+++ Recorded information +++
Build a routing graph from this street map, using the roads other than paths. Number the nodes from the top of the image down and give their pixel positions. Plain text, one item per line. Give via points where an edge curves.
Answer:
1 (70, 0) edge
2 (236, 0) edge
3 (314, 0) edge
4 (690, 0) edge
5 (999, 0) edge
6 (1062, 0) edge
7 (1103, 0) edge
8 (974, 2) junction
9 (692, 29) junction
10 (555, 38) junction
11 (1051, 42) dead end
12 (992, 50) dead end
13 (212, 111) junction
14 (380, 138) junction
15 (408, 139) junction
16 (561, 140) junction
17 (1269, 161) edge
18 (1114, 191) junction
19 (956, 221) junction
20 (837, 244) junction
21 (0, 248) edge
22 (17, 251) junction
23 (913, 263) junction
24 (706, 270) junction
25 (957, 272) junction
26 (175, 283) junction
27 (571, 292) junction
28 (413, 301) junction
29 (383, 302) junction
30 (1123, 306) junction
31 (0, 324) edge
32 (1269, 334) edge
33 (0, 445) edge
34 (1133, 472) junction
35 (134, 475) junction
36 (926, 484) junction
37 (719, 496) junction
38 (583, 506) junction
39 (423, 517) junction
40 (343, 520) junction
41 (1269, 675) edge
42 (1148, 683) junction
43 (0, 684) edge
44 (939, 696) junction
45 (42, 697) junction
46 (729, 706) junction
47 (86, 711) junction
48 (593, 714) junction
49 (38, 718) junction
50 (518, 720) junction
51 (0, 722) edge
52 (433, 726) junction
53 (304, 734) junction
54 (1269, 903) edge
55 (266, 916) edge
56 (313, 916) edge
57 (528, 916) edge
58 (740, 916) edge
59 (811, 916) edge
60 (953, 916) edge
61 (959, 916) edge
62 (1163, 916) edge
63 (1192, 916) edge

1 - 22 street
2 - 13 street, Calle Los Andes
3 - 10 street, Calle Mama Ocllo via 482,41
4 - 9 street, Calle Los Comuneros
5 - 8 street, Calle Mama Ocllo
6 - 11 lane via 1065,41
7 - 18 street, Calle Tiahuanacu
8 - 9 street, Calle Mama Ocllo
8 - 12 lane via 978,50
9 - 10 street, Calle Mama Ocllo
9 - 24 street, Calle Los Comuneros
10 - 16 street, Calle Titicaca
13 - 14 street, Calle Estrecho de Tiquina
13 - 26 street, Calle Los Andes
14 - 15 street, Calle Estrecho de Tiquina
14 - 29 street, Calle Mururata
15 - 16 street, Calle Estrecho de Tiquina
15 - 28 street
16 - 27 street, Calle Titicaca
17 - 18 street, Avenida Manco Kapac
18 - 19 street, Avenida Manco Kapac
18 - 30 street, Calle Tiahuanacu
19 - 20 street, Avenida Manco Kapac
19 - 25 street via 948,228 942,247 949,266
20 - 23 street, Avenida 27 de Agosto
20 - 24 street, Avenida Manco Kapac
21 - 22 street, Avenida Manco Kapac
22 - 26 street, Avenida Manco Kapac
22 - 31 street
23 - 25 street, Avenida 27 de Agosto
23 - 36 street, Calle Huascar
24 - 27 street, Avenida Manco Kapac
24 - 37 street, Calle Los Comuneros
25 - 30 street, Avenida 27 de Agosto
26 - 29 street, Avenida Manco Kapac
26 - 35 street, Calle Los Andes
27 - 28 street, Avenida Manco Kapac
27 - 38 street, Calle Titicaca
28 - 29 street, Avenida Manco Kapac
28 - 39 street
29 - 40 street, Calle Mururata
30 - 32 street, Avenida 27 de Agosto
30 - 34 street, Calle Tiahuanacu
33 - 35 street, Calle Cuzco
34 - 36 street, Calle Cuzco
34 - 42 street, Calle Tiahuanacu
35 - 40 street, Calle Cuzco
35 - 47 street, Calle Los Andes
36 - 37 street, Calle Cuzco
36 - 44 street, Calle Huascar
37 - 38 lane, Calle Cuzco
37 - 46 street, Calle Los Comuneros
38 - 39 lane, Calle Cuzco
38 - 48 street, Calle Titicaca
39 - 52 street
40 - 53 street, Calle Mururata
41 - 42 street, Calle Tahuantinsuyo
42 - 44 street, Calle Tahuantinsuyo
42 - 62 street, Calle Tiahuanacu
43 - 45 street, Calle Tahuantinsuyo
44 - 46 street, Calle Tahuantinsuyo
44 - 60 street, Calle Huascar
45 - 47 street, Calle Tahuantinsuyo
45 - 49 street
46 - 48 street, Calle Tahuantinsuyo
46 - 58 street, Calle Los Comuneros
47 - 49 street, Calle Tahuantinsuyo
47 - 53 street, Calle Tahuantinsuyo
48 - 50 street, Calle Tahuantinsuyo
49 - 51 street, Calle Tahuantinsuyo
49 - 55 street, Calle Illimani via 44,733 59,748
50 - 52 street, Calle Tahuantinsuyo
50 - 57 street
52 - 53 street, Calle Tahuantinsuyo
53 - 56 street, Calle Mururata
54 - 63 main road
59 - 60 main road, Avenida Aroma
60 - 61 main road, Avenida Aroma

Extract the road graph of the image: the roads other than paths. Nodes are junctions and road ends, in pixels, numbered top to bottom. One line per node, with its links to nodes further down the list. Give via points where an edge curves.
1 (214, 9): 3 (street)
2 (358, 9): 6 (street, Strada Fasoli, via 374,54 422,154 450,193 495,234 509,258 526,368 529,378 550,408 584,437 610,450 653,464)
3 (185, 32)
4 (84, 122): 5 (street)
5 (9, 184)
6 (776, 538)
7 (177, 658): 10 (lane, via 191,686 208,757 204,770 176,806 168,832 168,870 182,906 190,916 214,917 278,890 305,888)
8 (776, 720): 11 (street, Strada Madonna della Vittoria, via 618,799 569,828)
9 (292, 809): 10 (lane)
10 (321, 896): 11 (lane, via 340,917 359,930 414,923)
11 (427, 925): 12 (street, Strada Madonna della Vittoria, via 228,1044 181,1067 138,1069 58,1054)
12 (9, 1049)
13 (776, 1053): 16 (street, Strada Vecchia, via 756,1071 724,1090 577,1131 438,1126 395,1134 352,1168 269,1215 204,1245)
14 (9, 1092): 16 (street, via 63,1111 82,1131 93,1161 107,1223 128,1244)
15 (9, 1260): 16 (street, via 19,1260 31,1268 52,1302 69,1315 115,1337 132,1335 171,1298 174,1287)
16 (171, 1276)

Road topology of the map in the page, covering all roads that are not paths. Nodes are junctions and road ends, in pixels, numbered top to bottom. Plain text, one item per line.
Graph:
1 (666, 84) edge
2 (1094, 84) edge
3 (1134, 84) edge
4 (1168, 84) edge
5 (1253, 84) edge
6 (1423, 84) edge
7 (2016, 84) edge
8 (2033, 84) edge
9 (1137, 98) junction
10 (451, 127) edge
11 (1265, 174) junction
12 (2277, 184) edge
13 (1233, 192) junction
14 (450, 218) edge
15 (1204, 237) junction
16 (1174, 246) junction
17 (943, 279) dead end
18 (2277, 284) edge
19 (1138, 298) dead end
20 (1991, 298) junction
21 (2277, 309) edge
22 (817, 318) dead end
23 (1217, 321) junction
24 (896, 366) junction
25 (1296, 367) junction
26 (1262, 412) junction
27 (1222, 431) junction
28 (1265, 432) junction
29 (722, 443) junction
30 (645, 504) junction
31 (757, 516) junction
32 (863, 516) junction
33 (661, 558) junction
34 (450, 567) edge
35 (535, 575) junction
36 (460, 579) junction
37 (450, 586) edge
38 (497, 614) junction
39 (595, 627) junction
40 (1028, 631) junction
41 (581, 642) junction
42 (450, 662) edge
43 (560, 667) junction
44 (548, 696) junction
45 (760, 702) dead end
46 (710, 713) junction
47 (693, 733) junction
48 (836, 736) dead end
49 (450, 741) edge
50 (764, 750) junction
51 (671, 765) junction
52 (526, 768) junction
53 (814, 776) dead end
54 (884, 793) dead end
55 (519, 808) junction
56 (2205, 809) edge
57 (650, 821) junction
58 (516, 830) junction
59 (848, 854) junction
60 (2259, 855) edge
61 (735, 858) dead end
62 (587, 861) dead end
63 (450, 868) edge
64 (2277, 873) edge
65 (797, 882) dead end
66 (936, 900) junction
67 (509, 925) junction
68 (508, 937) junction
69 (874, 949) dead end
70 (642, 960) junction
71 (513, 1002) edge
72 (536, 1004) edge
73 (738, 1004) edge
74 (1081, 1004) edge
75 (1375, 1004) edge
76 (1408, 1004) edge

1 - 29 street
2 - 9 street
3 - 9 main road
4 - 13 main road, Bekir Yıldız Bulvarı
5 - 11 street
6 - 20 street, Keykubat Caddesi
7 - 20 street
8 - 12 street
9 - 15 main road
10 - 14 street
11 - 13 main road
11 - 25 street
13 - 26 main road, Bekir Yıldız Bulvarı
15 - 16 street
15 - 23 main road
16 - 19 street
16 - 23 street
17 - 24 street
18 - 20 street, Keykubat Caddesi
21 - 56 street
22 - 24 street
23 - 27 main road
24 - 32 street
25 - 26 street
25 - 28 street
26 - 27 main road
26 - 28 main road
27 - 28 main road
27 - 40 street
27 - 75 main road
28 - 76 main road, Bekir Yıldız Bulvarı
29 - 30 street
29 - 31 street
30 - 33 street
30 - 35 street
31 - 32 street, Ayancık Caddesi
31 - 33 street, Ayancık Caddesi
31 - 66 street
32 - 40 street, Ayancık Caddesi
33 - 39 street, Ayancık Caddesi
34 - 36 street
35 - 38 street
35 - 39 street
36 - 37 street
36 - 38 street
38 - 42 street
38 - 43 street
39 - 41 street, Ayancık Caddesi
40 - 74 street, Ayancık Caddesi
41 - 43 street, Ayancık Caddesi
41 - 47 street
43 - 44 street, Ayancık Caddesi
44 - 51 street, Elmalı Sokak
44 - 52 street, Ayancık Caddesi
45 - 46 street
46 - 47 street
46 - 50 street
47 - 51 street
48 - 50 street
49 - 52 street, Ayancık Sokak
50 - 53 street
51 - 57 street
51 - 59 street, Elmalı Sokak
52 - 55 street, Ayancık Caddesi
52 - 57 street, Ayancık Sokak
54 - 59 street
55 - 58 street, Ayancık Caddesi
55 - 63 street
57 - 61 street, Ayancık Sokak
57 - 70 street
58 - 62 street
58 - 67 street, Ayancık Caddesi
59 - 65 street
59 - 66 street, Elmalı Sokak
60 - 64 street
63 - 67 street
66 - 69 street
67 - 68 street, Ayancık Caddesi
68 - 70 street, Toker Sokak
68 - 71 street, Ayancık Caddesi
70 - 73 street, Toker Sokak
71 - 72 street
+++
*What is needed*
Could you transcribe the entries above word for word, from the line with "Extract the road" down to the line with "Road topology of", keeping both?

*Result of the exercise*
Extract the road graph of the image: the roads other than paths. Nodes are junctions and road ends, in pixels, numbered top to bottom. One line per node, with its links to nodes further down the list. Give via points where an edge curves.
1 (214, 9): 3 (street)
2 (358, 9): 6 (street, Strada Fasoli, via 374,54 422,154 450,193 495,234 509,258 526,368 529,378 550,408 584,437 610,450 653,464)
3 (185, 32)
4 (84, 122): 5 (street)
5 (9, 184)
6 (776, 538)
7 (177, 658): 10 (lane, via 191,686 208,757 204,770 176,806 168,832 168,870 182,906 190,916 214,917 278,890 305,888)
8 (776, 720): 11 (street, Strada Madonna della Vittoria, via 618,799 569,828)
9 (292, 809): 10 (lane)
10 (321, 896): 11 (lane, via 340,917 359,930 414,923)
11 (427, 925): 12 (street, Strada Madonna della Vittoria, via 228,1044 181,1067 138,1069 58,1054)
12 (9, 1049)
13 (776, 1053): 16 (street, Strada Vecchia, via 756,1071 724,1090 577,1131 438,1126 395,1134 352,1168 269,1215 204,1245)
14 (9, 1092): 16 (street, via 63,1111 82,1131 93,1161 107,1223 128,1244)
15 (9, 1260): 16 (street, via 19,1260 31,1268 52,1302 69,1315 115,1337 132,1335 171,1298 174,1287)
16 (171, 1276)

Road topology of the map in the page, covering all roads that are not paths. Nodes are junctions and road ends, in pixels, numbered top to bottom. Plain text, one item per line.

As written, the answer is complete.